Why Trump Hasn’t Fired Sessions
The president has reportedly been musing about firing his attorney general since last summer. Here's why it hasn't happened yet.
“DISGRACEFUL.” “Weak.” “Beleaguered.” President Donald Trump has been unsparing in publicly castigating his attorney general, Jeff Sessions, in the year since Sessions recused himself from the investigation into potential collusion between Trump’s campaign and Russia. Privately, Trump has berated Sessions, reportedly calling him an “idiot” and saying that hiring him was a mistake. He asked Sessions to resign following Special Counsel Robert Mueller’s appointment to lead the probe, according to The New York Times, but then wouldn’t accept his resignation. And he has been weighing firing Mueller or Deputy Attorney General Rod Rosenstein in recent days, rather than the man who, in Trump’s eyes, empowered them.
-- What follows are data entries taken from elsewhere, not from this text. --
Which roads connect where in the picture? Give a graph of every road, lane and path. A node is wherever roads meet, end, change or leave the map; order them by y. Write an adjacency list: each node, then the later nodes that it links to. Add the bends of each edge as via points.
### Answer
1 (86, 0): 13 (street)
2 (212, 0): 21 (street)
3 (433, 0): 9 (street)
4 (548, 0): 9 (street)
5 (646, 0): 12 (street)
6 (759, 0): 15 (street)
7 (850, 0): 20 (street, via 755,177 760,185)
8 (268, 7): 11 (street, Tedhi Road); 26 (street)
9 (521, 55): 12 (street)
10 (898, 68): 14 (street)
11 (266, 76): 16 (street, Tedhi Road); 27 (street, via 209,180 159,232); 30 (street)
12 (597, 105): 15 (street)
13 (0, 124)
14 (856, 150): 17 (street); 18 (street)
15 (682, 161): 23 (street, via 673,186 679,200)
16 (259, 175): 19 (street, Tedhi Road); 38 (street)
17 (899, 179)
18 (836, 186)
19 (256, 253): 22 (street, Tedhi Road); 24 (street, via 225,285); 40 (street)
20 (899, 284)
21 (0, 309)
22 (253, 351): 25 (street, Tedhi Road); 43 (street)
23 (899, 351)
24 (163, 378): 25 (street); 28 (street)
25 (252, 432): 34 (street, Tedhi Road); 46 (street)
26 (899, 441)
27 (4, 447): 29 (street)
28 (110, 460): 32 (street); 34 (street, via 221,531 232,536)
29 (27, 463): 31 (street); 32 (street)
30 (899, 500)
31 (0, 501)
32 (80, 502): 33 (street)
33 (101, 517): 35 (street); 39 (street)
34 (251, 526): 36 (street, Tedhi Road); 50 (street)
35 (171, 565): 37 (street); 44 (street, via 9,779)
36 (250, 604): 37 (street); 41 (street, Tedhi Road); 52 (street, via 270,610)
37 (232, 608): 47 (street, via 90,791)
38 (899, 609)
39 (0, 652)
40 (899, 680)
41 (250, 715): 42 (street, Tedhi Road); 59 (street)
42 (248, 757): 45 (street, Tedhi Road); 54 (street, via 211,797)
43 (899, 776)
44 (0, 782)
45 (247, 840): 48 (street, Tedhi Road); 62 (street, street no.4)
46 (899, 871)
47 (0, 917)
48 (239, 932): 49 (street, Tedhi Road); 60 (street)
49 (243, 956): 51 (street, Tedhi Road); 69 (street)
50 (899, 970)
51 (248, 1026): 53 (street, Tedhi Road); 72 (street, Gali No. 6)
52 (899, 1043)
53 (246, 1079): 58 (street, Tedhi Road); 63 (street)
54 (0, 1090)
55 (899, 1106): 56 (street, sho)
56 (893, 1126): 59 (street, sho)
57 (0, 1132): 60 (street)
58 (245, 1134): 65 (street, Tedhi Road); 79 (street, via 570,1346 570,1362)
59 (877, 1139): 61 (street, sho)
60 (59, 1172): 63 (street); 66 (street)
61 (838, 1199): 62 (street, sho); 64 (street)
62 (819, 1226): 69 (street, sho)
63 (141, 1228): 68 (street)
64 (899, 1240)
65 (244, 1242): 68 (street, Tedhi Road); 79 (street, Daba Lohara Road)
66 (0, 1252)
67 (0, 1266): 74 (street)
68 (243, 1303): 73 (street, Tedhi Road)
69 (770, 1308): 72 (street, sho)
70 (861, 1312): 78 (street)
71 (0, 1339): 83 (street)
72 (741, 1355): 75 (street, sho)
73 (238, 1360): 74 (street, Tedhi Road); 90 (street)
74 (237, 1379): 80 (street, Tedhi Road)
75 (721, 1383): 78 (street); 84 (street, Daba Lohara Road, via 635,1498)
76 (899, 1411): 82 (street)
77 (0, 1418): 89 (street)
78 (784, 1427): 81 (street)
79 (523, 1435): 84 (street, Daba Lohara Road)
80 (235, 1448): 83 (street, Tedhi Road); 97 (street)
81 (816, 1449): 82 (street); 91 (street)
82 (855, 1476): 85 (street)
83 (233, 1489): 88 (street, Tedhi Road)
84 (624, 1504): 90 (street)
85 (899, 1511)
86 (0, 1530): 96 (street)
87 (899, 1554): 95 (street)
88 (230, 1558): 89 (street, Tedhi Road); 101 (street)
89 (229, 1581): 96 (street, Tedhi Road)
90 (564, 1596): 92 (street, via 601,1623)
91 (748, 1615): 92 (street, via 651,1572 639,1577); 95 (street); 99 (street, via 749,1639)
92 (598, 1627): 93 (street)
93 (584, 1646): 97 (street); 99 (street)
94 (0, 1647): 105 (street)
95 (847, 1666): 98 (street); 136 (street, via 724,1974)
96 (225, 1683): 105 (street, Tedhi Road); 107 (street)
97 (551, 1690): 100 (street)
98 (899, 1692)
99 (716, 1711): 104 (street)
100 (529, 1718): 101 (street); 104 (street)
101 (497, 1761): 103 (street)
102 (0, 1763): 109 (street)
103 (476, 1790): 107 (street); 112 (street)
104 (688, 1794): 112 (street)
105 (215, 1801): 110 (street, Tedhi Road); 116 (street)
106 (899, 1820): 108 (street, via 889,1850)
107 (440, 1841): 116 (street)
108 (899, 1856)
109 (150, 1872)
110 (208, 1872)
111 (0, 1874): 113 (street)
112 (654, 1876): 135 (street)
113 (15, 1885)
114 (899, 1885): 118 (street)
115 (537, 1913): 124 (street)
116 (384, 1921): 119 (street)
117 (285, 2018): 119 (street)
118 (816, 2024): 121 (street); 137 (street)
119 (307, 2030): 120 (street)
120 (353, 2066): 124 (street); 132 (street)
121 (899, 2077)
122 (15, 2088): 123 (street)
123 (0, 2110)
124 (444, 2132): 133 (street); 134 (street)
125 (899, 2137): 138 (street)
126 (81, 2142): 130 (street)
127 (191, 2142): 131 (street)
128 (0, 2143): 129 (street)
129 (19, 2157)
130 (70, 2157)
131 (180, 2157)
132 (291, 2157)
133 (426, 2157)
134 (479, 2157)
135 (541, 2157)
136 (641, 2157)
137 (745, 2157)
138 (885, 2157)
The president has fired or forced out upwards of 20 cabinet officials and top aides, so why does the man he has most-often criticized still have a job? And what would happen if he were fired, which Trump has reportedly been mulling this week? Legal experts and political strategists who have either worked directly with the president or observed his behavior from afar attribute Trump’s reluctance to fire Sessions to two major considerations: Fears in the White House that the move would cost the president support among GOP voters and members of Congress, who generally like and support Sessions, and the risk of provoking further allegations of obstruction of justice—both of which could deepen the challenges already facing the administration.
“I'm absolutely certain the Washington swamp will bubble up with obstruction accusations,” Michael Caputo, a former adviser to Trump’s campaign, said. He noted that while he, personally, was not worried that the president would actually commit obstruction by firing Sessions, to Trump’s critics, “his McDonald's order is obstruction.” Another former Trump campaign adviser, who worked closely with Sessions and requested anonymity to speak freely about the ongoing investigation, agreed. “Firing the [attorney general] could trigger unintended consequences such as charges linked to obstruction of justice. I’m not sure it has merit, but it would be thrown at him.”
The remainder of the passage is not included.